**ASSIGNMENT:** For the entries that follow, give the number of lines holding the string "view" and nothing more.

**THE INPUT:**
________________________

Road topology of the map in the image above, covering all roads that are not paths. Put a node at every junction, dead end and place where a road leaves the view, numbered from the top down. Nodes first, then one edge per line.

________________________

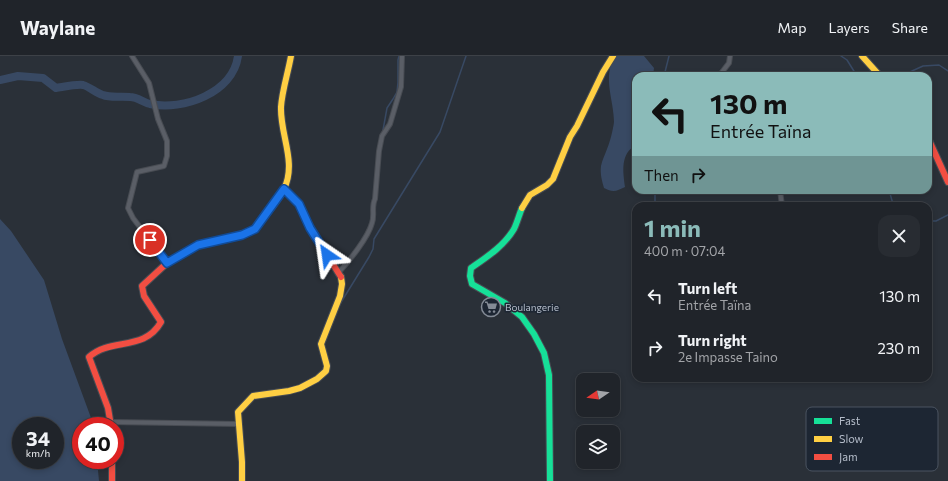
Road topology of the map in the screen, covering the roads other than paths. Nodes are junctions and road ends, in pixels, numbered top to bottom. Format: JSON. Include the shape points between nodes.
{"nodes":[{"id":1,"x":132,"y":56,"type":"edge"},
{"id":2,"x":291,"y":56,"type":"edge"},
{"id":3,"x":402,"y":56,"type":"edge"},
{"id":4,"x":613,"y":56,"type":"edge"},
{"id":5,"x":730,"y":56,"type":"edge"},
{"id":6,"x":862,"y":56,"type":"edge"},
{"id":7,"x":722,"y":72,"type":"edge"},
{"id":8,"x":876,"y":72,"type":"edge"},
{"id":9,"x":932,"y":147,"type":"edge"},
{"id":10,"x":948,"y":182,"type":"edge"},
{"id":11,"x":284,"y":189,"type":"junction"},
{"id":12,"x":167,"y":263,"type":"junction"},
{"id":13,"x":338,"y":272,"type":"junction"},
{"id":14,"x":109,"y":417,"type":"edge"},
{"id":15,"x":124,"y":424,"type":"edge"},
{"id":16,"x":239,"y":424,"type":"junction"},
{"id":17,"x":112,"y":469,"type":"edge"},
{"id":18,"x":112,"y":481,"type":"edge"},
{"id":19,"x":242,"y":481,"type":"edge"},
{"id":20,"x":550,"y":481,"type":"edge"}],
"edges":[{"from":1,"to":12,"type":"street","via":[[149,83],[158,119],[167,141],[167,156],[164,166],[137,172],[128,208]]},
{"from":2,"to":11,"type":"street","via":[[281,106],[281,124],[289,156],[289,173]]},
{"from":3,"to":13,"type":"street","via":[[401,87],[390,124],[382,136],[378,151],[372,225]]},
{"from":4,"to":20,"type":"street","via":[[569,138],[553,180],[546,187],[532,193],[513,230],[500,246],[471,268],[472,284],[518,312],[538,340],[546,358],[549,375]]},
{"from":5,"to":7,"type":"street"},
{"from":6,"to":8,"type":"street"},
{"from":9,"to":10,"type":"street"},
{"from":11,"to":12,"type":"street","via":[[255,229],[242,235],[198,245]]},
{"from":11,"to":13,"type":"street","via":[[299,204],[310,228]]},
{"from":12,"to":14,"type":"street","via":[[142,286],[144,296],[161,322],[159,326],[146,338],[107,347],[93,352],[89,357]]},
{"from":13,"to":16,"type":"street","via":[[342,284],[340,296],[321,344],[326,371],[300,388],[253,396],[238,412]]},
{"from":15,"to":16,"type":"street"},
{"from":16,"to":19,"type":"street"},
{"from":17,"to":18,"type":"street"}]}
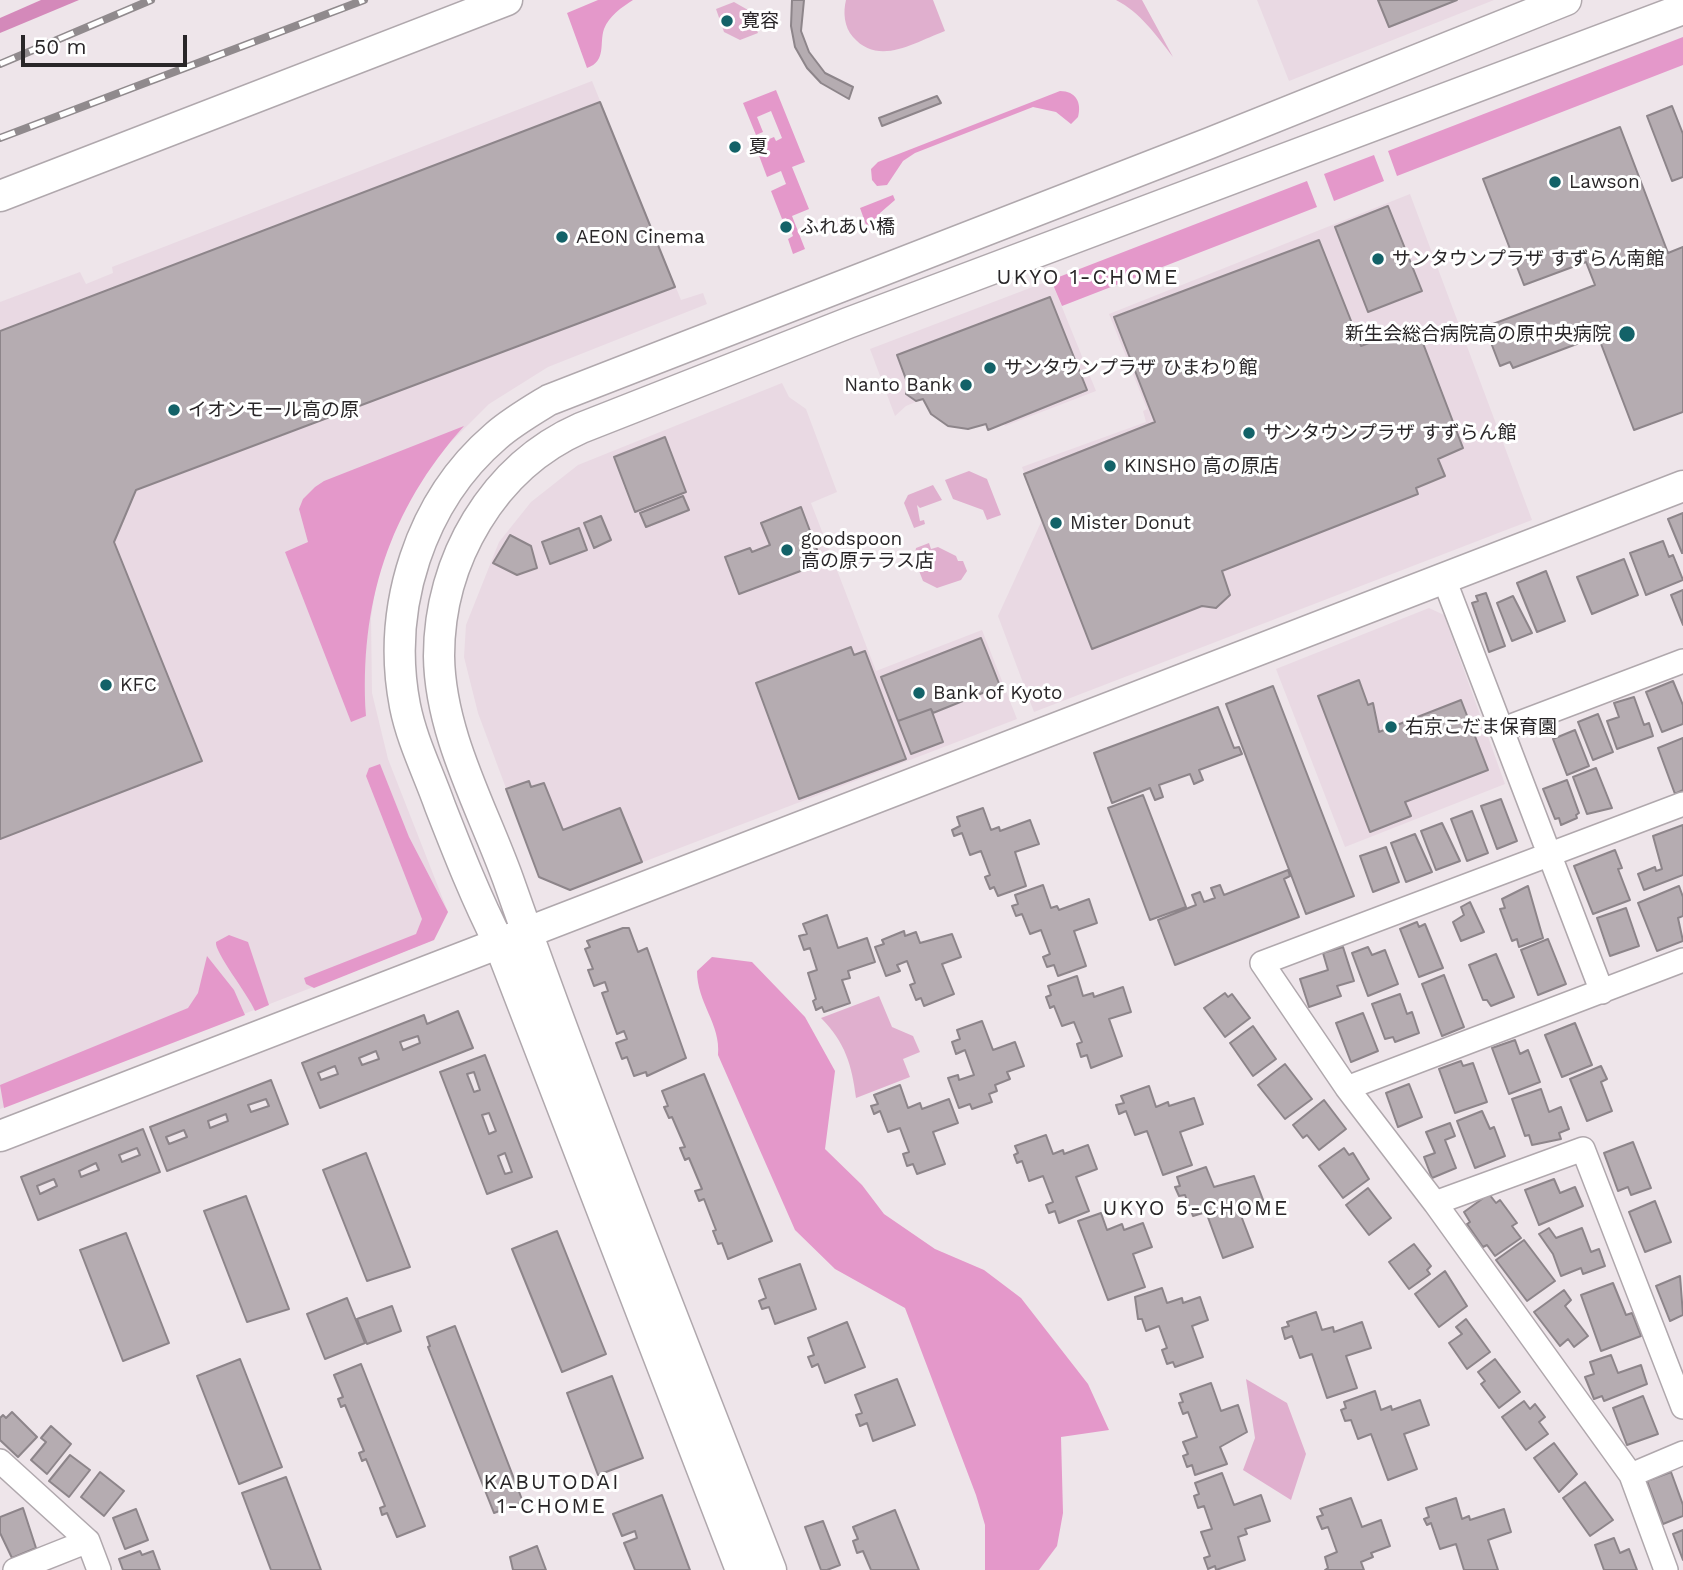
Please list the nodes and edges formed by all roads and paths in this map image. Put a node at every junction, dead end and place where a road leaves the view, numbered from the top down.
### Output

________________________

**EXERCISE RESULT:** 2